[Material supplied — start]

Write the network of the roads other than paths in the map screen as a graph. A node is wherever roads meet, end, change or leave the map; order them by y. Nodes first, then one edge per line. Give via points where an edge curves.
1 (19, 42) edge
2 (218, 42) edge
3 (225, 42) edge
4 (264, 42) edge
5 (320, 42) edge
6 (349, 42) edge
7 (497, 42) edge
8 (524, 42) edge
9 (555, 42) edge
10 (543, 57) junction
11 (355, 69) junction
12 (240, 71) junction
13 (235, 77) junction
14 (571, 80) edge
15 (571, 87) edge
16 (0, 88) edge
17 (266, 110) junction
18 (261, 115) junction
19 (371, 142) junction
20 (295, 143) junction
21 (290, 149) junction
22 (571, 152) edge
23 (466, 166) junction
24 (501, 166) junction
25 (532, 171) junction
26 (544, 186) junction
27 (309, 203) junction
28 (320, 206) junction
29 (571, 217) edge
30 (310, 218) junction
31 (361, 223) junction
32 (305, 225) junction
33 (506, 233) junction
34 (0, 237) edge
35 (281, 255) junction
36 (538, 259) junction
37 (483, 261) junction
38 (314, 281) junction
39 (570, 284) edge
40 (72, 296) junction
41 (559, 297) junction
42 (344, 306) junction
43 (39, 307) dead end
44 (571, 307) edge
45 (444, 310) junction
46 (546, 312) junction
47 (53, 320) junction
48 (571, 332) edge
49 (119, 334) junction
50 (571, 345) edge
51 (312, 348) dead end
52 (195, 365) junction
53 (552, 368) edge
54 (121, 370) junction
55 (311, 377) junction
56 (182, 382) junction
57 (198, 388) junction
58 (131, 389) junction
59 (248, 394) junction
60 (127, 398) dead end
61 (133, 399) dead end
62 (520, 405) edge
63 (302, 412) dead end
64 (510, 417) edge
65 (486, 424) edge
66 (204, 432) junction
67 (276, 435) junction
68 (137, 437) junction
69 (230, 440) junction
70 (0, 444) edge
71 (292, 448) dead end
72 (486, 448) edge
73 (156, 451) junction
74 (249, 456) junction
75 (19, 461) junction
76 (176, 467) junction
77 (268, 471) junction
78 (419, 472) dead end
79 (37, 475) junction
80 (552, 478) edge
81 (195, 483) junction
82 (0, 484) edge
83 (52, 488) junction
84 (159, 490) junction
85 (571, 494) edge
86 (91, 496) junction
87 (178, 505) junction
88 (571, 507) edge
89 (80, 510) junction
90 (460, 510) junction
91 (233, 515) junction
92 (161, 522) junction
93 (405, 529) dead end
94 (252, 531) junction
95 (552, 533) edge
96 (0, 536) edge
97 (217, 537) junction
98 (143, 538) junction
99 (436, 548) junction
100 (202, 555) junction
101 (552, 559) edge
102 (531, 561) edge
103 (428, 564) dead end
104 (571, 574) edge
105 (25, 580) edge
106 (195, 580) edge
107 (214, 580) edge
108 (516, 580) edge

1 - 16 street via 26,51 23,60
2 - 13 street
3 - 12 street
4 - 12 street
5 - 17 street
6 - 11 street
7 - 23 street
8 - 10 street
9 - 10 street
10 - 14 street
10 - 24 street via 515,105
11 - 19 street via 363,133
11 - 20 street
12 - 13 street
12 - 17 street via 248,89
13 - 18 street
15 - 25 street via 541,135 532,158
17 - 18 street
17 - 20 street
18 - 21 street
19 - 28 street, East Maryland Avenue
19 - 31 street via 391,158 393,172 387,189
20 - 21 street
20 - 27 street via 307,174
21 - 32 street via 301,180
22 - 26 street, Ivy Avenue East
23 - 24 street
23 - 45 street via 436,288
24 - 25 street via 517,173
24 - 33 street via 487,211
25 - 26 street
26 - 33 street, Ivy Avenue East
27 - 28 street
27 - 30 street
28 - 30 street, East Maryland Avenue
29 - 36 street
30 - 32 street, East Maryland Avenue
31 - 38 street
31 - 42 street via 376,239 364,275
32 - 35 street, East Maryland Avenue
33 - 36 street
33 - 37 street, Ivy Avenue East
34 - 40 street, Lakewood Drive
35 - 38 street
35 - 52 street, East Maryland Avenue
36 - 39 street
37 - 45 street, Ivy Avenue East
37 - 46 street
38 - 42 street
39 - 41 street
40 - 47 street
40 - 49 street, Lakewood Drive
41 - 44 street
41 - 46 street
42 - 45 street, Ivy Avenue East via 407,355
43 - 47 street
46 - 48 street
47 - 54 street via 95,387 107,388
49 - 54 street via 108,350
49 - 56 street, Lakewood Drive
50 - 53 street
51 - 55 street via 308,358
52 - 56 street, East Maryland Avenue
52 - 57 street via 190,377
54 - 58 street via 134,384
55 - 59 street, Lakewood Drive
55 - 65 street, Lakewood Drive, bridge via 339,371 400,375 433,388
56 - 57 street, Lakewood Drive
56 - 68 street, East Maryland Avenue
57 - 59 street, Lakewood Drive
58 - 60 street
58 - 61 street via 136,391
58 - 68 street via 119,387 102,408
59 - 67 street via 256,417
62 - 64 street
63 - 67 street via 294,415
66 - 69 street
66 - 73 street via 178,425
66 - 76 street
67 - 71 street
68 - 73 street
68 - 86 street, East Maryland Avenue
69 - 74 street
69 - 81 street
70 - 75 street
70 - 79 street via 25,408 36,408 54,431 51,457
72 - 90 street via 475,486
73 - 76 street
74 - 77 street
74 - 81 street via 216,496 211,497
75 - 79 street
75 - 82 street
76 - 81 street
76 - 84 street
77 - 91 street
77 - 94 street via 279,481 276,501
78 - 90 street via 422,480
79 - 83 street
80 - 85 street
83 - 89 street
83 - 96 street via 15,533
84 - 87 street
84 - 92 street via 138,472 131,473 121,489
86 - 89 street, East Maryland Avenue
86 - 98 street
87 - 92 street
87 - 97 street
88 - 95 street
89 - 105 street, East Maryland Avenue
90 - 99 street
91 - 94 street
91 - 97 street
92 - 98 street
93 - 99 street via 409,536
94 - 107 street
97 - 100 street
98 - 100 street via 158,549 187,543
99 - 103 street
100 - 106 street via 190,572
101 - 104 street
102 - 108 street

[Material supplied — finish]

• [Work to be completed]
Set down the whole of the data, exactly as it stands.

• [Exercise solution]
Write the network of the roads other than paths in the map screen as a graph. A node is wherever roads meet, end, change or leave the map; order them by y. Nodes first, then one edge per line. Give via points where an edge curves.
1 (19, 42) edge
2 (218, 42) edge
3 (225, 42) edge
4 (264, 42) edge
5 (320, 42) edge
6 (349, 42) edge
7 (497, 42) edge
8 (524, 42) edge
9 (555, 42) edge
10 (543, 57) junction
11 (355, 69) junction
12 (240, 71) junction
13 (235, 77) junction
14 (571, 80) edge
15 (571, 87) edge
16 (0, 88) edge
17 (266, 110) junction
18 (261, 115) junction
19 (371, 142) junction
20 (295, 143) junction
21 (290, 149) junction
22 (571, 152) edge
23 (466, 166) junction
24 (501, 166) junction
25 (532, 171) junction
26 (544, 186) junction
27 (309, 203) junction
28 (320, 206) junction
29 (571, 217) edge
30 (310, 218) junction
31 (361, 223) junction
32 (305, 225) junction
33 (506, 233) junction
34 (0, 237) edge
35 (281, 255) junction
36 (538, 259) junction
37 (483, 261) junction
38 (314, 281) junction
39 (570, 284) edge
40 (72, 296) junction
41 (559, 297) junction
42 (344, 306) junction
43 (39, 307) dead end
44 (571, 307) edge
45 (444, 310) junction
46 (546, 312) junction
47 (53, 320) junction
48 (571, 332) edge
49 (119, 334) junction
50 (571, 345) edge
51 (312, 348) dead end
52 (195, 365) junction
53 (552, 368) edge
54 (121, 370) junction
55 (311, 377) junction
56 (182, 382) junction
57 (198, 388) junction
58 (131, 389) junction
59 (248, 394) junction
60 (127, 398) dead end
61 (133, 399) dead end
62 (520, 405) edge
63 (302, 412) dead end
64 (510, 417) edge
65 (486, 424) edge
66 (204, 432) junction
67 (276, 435) junction
68 (137, 437) junction
69 (230, 440) junction
70 (0, 444) edge
71 (292, 448) dead end
72 (486, 448) edge
73 (156, 451) junction
74 (249, 456) junction
75 (19, 461) junction
76 (176, 467) junction
77 (268, 471) junction
78 (419, 472) dead end
79 (37, 475) junction
80 (552, 478) edge
81 (195, 483) junction
82 (0, 484) edge
83 (52, 488) junction
84 (159, 490) junction
85 (571, 494) edge
86 (91, 496) junction
87 (178, 505) junction
88 (571, 507) edge
89 (80, 510) junction
90 (460, 510) junction
91 (233, 515) junction
92 (161, 522) junction
93 (405, 529) dead end
94 (252, 531) junction
95 (552, 533) edge
96 (0, 536) edge
97 (217, 537) junction
98 (143, 538) junction
99 (436, 548) junction
100 (202, 555) junction
101 (552, 559) edge
102 (531, 561) edge
103 (428, 564) dead end
104 (571, 574) edge
105 (25, 580) edge
106 (195, 580) edge
107 (214, 580) edge
108 (516, 580) edge

1 - 16 street via 26,51 23,60
2 - 13 street
3 - 12 street
4 - 12 street
5 - 17 street
6 - 11 street
7 - 23 street
8 - 10 street
9 - 10 street
10 - 14 street
10 - 24 street via 515,105
11 - 19 street via 363,133
11 - 20 street
12 - 13 street
12 - 17 street via 248,89
13 - 18 street
15 - 25 street via 541,135 532,158
17 - 18 street
17 - 20 street
18 - 21 street
19 - 28 street, East Maryland Avenue
19 - 31 street via 391,158 393,172 387,189
20 - 21 street
20 - 27 street via 307,174
21 - 32 street via 301,180
22 - 26 street, Ivy Avenue East
23 - 24 street
23 - 45 street via 436,288
24 - 25 street via 517,173
24 - 33 street via 487,211
25 - 26 street
26 - 33 street, Ivy Avenue East
27 - 28 street
27 - 30 street
28 - 30 street, East Maryland Avenue
29 - 36 street
30 - 32 street, East Maryland Avenue
31 - 38 street
31 - 42 street via 376,239 364,275
32 - 35 street, East Maryland Avenue
33 - 36 street
33 - 37 street, Ivy Avenue East
34 - 40 street, Lakewood Drive
35 - 38 street
35 - 52 street, East Maryland Avenue
36 - 39 street
37 - 45 street, Ivy Avenue East
37 - 46 street
38 - 42 street
39 - 41 street
40 - 47 street
40 - 49 street, Lakewood Drive
41 - 44 street
41 - 46 street
42 - 45 street, Ivy Avenue East via 407,355
43 - 47 street
46 - 48 street
47 - 54 street via 95,387 107,388
49 - 54 street via 108,350
49 - 56 street, Lakewood Drive
50 - 53 street
51 - 55 street via 308,358
52 - 56 street, East Maryland Avenue
52 - 57 street via 190,377
54 - 58 street via 134,384
55 - 59 street, Lakewood Drive
55 - 65 street, Lakewood Drive, bridge via 339,371 400,375 433,388
56 - 57 street, Lakewood Drive
56 - 68 street, East Maryland Avenue
57 - 59 street, Lakewood Drive
58 - 60 street
58 - 61 street via 136,391
58 - 68 street via 119,387 102,408
59 - 67 street via 256,417
62 - 64 street
63 - 67 street via 294,415
66 - 69 street
66 - 73 street via 178,425
66 - 76 street
67 - 71 street
68 - 73 street
68 - 86 street, East Maryland Avenue
69 - 74 street
69 - 81 street
70 - 75 street
70 - 79 street via 25,408 36,408 54,431 51,457
72 - 90 street via 475,486
73 - 76 street
74 - 77 street
74 - 81 street via 216,496 211,497
75 - 79 street
75 - 82 street
76 - 81 street
76 - 84 street
77 - 91 street
77 - 94 street via 279,481 276,501
78 - 90 street via 422,480
79 - 83 street
80 - 85 street
83 - 89 street
83 - 96 street via 15,533
84 - 87 street
84 - 92 street via 138,472 131,473 121,489
86 - 89 street, East Maryland Avenue
86 - 98 street
87 - 92 street
87 - 97 street
88 - 95 street
89 - 105 street, East Maryland Avenue
90 - 99 street
91 - 94 street
91 - 97 street
92 - 98 street
93 - 99 street via 409,536
94 - 107 street
97 - 100 street
98 - 100 street via 158,549 187,543
99 - 103 street
100 - 106 street via 190,572
101 - 104 street
102 - 108 street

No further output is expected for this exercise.